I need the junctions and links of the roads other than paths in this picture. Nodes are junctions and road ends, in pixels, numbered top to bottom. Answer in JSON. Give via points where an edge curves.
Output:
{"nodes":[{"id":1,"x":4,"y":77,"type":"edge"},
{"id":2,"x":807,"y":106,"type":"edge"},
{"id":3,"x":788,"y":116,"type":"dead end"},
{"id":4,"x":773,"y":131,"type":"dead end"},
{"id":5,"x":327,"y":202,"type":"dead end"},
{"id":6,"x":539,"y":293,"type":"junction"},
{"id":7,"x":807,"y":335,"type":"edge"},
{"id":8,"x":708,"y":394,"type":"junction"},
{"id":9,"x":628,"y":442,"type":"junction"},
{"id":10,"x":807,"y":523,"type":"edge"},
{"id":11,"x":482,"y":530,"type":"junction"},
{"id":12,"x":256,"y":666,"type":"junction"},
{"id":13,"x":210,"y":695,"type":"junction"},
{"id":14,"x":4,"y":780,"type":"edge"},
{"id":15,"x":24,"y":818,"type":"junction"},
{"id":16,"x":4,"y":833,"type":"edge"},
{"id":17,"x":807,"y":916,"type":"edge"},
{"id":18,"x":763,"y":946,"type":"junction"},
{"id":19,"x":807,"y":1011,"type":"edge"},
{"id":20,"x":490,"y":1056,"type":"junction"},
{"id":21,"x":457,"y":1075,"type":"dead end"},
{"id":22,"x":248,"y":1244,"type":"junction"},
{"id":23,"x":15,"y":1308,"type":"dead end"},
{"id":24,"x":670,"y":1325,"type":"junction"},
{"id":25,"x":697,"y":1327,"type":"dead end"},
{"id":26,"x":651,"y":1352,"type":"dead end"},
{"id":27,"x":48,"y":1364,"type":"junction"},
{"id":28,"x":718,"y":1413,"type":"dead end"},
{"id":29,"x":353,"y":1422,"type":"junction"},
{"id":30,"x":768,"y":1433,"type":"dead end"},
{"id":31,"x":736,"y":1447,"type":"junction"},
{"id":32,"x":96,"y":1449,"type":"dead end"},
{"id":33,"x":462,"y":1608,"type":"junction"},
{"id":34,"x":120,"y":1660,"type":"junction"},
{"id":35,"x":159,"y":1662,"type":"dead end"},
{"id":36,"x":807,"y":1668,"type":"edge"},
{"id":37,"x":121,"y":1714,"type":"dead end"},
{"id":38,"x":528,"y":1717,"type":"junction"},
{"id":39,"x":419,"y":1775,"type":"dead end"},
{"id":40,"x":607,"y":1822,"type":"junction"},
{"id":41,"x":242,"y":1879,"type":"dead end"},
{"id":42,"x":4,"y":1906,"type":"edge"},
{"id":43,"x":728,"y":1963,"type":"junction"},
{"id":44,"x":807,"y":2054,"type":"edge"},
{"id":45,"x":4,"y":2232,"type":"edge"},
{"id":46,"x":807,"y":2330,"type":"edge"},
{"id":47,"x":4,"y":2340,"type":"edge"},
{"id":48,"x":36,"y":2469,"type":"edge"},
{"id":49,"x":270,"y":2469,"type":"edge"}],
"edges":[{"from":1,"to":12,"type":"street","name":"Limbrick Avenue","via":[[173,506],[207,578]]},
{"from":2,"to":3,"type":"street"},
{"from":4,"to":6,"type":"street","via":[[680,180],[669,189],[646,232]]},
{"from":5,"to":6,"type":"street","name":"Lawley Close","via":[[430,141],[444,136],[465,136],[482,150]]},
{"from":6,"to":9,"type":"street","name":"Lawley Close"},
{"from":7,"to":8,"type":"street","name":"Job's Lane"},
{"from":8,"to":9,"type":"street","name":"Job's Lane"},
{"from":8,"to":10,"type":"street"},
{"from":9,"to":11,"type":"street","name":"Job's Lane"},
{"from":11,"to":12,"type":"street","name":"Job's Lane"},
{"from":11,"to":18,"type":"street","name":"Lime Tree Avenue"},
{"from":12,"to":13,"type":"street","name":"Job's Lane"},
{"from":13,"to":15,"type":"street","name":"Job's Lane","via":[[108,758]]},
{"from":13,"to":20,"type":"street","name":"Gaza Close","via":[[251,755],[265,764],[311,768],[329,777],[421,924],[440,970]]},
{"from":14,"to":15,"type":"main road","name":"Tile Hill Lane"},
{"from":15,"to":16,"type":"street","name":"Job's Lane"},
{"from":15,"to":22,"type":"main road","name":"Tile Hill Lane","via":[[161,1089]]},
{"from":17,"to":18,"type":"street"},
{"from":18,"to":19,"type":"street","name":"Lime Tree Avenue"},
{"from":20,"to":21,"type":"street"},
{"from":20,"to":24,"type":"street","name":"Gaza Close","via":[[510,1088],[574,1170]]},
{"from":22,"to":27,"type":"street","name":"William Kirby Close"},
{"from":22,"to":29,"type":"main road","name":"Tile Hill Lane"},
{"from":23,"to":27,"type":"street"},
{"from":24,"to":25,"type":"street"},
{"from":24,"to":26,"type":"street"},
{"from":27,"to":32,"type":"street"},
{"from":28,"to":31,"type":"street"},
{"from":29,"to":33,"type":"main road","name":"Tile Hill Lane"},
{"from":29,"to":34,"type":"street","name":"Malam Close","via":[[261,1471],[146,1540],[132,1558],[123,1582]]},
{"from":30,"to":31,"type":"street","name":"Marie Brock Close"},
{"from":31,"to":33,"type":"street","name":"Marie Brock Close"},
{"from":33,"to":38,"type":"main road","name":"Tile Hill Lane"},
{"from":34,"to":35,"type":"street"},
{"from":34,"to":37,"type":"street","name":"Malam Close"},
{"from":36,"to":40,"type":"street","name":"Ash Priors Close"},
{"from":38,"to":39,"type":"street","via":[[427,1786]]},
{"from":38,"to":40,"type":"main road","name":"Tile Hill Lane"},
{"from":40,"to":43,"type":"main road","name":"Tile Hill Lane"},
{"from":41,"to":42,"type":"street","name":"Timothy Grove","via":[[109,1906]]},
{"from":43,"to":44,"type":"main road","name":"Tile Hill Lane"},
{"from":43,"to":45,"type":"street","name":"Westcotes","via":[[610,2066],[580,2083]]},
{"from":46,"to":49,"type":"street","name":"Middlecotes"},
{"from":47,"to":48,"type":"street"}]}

**ABOUT THIS EXERCISE**
Return a copy of every line in the records that includes the string "Gaza".

**WRITTEN RESPONSE**
{"from":13,"to":20,"type":"street","name":"Gaza Close","via":[[251,755],[265,764],[311,768],[329,777],[421,924],[440,970]]},
{"from":20,"to":24,"type":"street","name":"Gaza Close","via":[[510,1088],[574,1170]]},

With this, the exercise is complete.